A. FERRANTE1, C. FERRANTE2
1 Prof. Master in “Posturologia clinica” Università di Pisa,
Università “Federico II” di Napoli; Coordinatore Master “Terapia Miofunzionale
in ambito posturale”, Università “Sapienza” Roma, Roma, Italia
2 Fisioterapista, Terapista miofunzionale

© Copyright 2016, CIC Edizioni Internazionali, Roma

SUMMARY: The importance of proper trigeminal information in  cases of difficulties to become pregnant.

The present multiple case report aims at constructing a new hypothesis on the difficulty to get pregnant as a potential neurological problem
due to a wrong swallow. The correct swallow stimulates trigeminal neuro-receptors of naso-palatal nerve. This stimulation, through
the intervention of Locus Coeruleus, produces serotonin and melatonin in the pineal gland. The reduced production of melatonin, caused by
an alteration of swallowing, allows the prolactin’s increase with its negative effects on the outbreak of the ovarian follicles. The rehabilitation
of swallowing clearly lowers the production of prolactin and normalizes the functionality of the ovaries allowing conception.

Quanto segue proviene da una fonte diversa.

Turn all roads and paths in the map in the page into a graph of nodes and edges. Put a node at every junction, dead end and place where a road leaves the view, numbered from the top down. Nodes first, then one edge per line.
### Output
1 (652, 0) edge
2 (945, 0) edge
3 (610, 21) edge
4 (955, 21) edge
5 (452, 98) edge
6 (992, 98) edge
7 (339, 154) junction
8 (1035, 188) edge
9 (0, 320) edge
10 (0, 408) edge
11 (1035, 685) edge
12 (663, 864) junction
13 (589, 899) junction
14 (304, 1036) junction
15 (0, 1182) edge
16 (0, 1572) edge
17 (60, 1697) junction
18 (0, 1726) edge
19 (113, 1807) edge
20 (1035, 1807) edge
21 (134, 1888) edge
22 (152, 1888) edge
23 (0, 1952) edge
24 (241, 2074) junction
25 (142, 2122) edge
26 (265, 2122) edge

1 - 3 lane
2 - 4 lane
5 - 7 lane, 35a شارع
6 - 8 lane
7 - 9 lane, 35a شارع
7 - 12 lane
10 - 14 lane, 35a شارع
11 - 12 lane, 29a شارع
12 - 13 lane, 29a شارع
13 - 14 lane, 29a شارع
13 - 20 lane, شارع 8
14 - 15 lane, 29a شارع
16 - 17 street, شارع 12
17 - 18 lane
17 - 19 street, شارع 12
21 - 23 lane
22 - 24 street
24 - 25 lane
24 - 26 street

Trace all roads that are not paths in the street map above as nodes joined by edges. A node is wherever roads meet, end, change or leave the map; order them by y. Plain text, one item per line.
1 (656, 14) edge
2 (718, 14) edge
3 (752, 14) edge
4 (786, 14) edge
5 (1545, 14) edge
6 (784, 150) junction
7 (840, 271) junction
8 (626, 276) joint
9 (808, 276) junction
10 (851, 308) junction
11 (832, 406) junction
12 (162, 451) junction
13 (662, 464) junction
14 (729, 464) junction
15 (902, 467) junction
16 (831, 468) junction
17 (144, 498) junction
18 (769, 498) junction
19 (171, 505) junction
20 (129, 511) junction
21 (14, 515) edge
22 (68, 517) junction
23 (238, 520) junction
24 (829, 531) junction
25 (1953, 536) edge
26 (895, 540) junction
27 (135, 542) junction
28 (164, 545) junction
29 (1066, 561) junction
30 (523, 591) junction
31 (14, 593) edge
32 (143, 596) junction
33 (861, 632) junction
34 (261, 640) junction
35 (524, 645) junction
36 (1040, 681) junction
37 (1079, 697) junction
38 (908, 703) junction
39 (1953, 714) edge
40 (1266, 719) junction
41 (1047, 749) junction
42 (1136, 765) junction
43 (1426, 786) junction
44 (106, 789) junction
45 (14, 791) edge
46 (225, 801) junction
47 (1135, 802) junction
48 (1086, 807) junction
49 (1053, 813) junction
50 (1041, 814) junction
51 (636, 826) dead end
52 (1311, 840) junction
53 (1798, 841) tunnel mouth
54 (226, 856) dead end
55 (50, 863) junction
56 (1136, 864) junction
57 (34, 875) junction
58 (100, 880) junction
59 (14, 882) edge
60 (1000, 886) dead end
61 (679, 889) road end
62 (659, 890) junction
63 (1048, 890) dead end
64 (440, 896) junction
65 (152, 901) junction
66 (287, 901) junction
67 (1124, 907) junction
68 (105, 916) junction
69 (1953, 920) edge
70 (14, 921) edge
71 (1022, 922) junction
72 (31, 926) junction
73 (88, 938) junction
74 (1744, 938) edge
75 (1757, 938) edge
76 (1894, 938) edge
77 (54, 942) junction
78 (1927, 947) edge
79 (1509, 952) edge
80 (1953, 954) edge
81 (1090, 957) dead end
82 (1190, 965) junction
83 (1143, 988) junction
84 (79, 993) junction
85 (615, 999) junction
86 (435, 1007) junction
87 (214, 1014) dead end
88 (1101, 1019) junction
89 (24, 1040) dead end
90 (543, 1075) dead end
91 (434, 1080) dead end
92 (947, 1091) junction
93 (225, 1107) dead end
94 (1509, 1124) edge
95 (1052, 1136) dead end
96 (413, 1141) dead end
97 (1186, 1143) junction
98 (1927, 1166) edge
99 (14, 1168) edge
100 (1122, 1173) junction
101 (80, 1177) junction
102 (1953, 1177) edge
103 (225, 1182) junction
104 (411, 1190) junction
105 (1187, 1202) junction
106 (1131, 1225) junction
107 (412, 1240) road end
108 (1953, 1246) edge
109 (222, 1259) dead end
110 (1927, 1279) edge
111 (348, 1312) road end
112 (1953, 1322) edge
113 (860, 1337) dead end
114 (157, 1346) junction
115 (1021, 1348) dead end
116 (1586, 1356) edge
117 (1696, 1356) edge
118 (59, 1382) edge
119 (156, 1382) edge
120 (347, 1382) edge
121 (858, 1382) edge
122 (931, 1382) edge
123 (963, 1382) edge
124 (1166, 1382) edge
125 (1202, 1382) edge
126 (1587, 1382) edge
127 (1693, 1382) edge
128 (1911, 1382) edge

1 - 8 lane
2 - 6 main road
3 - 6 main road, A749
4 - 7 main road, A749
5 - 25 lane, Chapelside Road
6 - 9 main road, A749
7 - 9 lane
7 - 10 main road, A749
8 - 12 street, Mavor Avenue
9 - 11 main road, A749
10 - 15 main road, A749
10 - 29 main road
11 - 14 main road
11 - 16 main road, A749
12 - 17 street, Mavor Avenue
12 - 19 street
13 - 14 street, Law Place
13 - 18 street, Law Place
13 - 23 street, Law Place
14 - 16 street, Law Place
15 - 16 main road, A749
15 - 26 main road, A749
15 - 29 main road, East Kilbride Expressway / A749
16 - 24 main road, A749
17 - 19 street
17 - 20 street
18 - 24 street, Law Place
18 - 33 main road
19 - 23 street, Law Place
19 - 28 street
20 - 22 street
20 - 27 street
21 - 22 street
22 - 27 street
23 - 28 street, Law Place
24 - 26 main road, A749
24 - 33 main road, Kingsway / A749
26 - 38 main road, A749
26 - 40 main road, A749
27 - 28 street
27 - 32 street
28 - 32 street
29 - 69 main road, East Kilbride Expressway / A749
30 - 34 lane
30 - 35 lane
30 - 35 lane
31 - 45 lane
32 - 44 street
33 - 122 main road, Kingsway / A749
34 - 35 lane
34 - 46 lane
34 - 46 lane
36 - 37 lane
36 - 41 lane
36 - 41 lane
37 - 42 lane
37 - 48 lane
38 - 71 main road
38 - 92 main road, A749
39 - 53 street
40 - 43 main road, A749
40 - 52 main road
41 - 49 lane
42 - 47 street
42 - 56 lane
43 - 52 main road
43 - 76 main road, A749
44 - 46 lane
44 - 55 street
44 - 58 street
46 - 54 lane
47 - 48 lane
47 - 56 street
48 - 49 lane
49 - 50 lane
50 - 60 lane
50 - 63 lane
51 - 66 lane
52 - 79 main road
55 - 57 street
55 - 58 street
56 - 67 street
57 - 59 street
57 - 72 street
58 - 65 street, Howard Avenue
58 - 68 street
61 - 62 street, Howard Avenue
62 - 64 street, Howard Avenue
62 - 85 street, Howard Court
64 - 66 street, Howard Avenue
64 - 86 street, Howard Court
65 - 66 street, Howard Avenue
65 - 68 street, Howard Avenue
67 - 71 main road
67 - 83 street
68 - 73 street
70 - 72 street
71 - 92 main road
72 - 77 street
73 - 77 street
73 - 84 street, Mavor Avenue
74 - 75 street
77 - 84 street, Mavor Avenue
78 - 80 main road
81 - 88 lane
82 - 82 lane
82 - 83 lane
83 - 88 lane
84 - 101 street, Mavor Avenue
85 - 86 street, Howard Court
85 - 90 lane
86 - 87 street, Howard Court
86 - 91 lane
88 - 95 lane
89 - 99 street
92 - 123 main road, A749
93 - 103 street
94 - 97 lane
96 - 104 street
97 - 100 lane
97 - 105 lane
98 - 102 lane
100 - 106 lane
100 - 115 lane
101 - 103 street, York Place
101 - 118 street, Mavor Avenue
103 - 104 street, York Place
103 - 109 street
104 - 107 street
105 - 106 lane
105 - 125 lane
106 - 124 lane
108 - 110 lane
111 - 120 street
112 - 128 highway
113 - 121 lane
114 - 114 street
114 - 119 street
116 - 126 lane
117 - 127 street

RIASSUNTO: L’importanza della corretta informazione trigeminale in casi di difficoltà ad iniziare una gravidanza.

Il presente case report multiplo si propone di verificare una nuova ipotesi sulle difficoltà ad iniziare una gravidanza come potenziale problema
neurologico conseguente ad una deglutizione alterata. La deglutizione corretta stimola i recettori trigeminali del nervo naso-palatino.
Questa stimolazione, attraverso l’intervento del Locus Coeruleus, induce la produzione di serotonina e melatonina nella ghiandola pineale. La ridotta
produzione di melatonina, conseguente alla alterazione della deglutizione, favorisce l’incremento della prolattina, con il suo effetto negativo
sullo scoppio dei follicoli ovarici. La rieducazione del meccanismo deglutitorio diminuisce chiaramente la produzione di prolattina e normalizza
la funzionalità ovarica permettendo il concepimento.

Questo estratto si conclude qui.